There's something almost cruel about how close we can get to what we want before we stop trying. Not because the goal becomes impossible—but because we run out of belief, energy, or patience. The exhaustion of the final stretch feels identical to the exhaustion of being stuck, so our brain whispers that nothing's changed, that we should cut our losses. We can't see the yard line from where we're standing.

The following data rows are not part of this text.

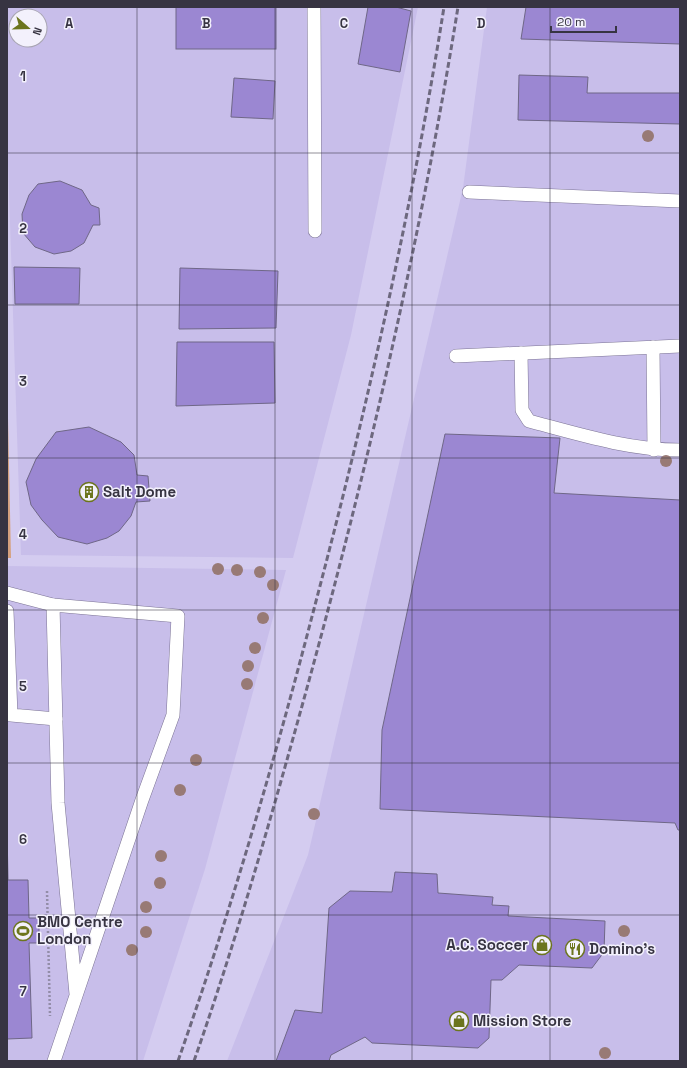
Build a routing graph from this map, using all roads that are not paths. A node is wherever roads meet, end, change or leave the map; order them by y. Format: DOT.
graph roads {
  1 [pos="314,7"];
  2 [pos="469,192"];
  3 [pos="680,202"];
  4 [pos="315,231"];
  5 [pos="680,346"];
  6 [pos="653,347"];
  7 [pos="521,353"];
  8 [pos="456,356"];
  9 [pos="654,450"];
  10 [pos="680,450"];
  11 [pos="7,593"];
  12 [pos="52,605"];
  13 [pos="7,611"];
  14 [pos="56,719"];
  15 [pos="76,994"];
  16 [pos="54,1061"];
  1 -- 4 [label="lane"];
  2 -- 3 [label="lane"];
  5 -- 6 [label="lane"];
  6 -- 7 [label="lane"];
  6 -- 9 [label="lane"];
  7 -- 8 [label="lane"];
  7 -- 9 [label="lane"];
  9 -- 10 [label="lane"];
  11 -- 12 [label="lane"];
  12 -- 14 [label="lane"];
  12 -- 15 [label="lane"];
  13 -- 14 [label="lane"];
  14 -- 15 [label="lane"];
  15 -- 16 [label="lane"];
}
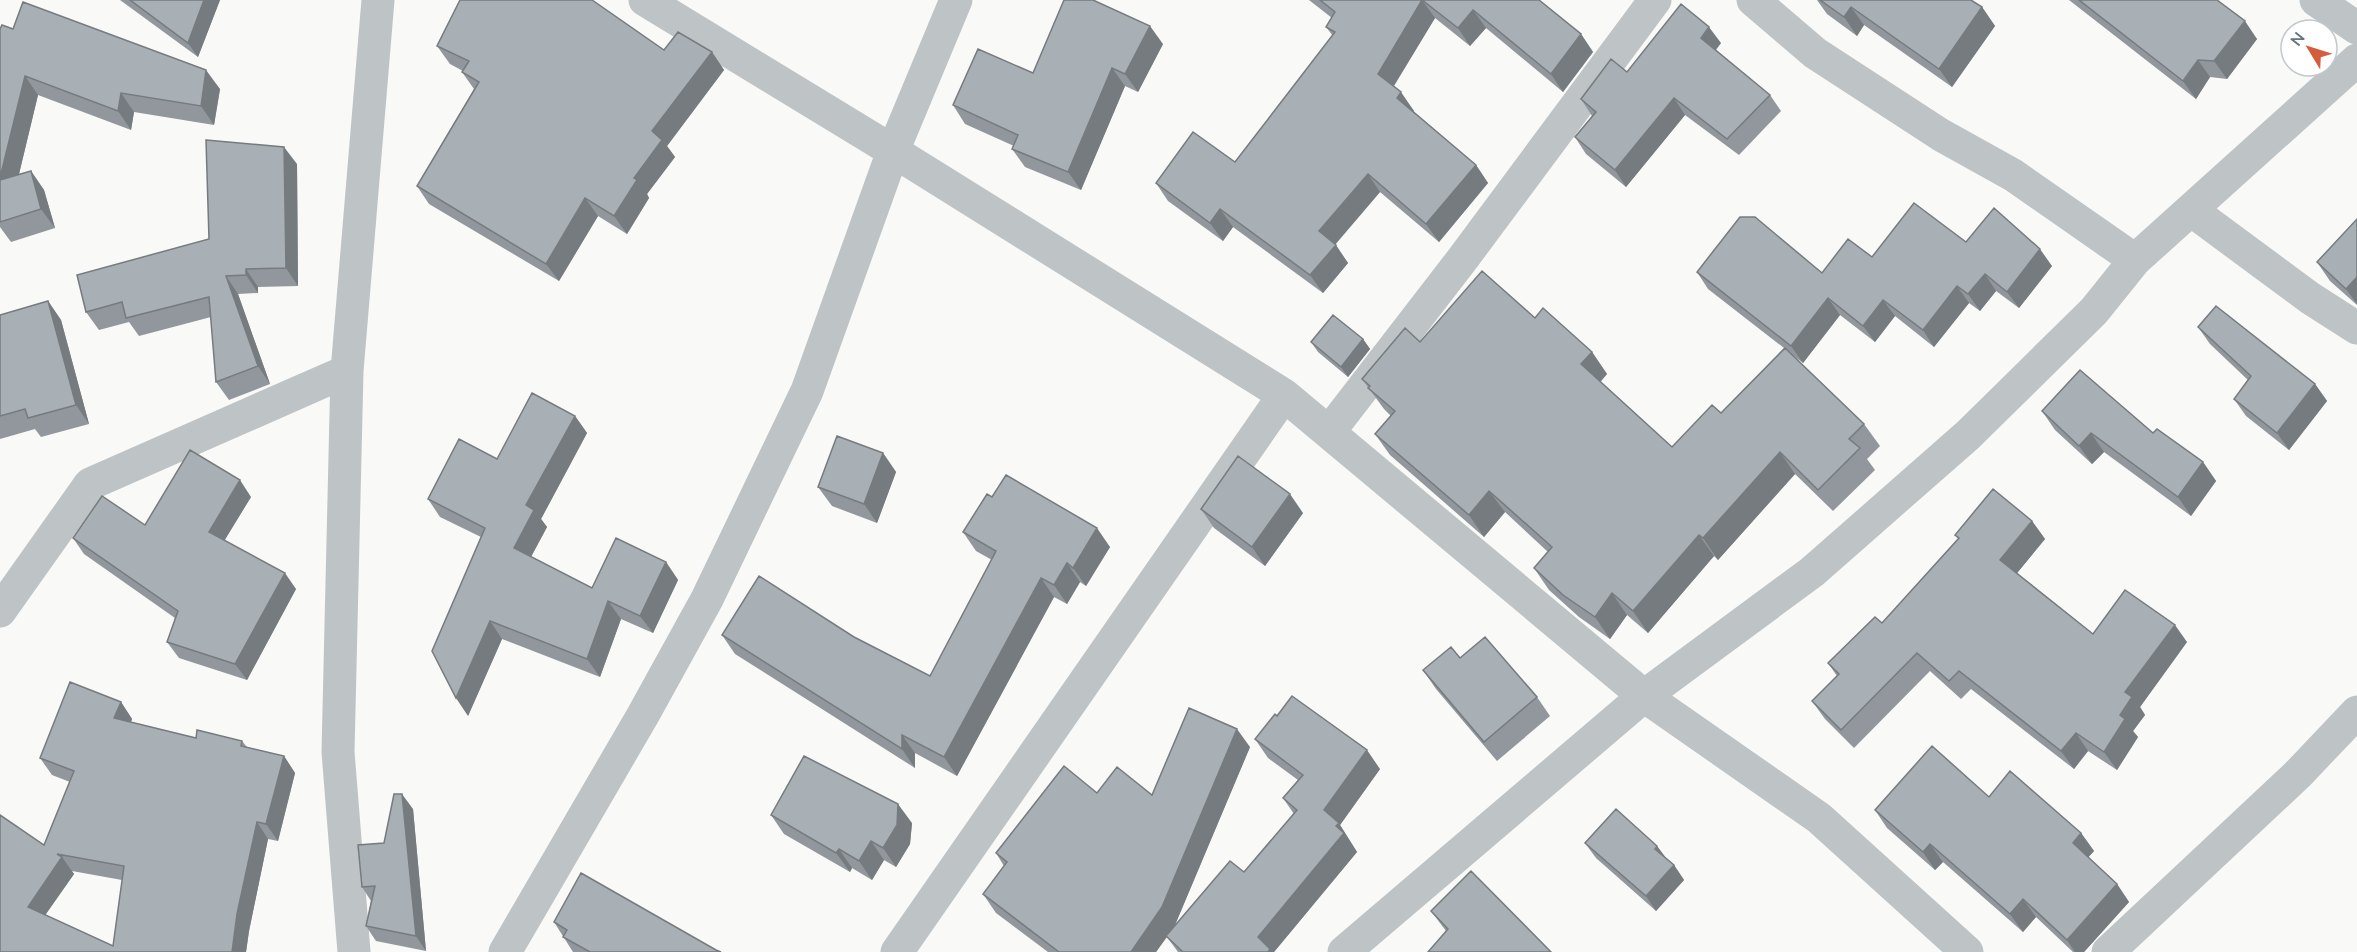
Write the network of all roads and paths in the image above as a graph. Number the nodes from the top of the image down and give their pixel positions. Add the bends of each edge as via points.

What makes this harder today is that we get constant feedback telling us to quit. Social media shows us people who "made it overnight," so our slower progress feels like failure. We compare our worn-down Thursday to someone else's polished highlight reel and decide we're going the wrong direction. The real kicker? Often the people we're comparing ourselves to quit too—we just never heard about it because they quit on a different dream.

The unsexy truth Perot's pointing at is that the last yard is exactly where your competitors are also dropping off. Persistence isn't really about willpower at that point—it's about having just enough clarity that crossing that final line matters more than stopping. The ones who break through aren't necessarily the strongest; they're the ones who didn't misread the scoreboard when it got hard.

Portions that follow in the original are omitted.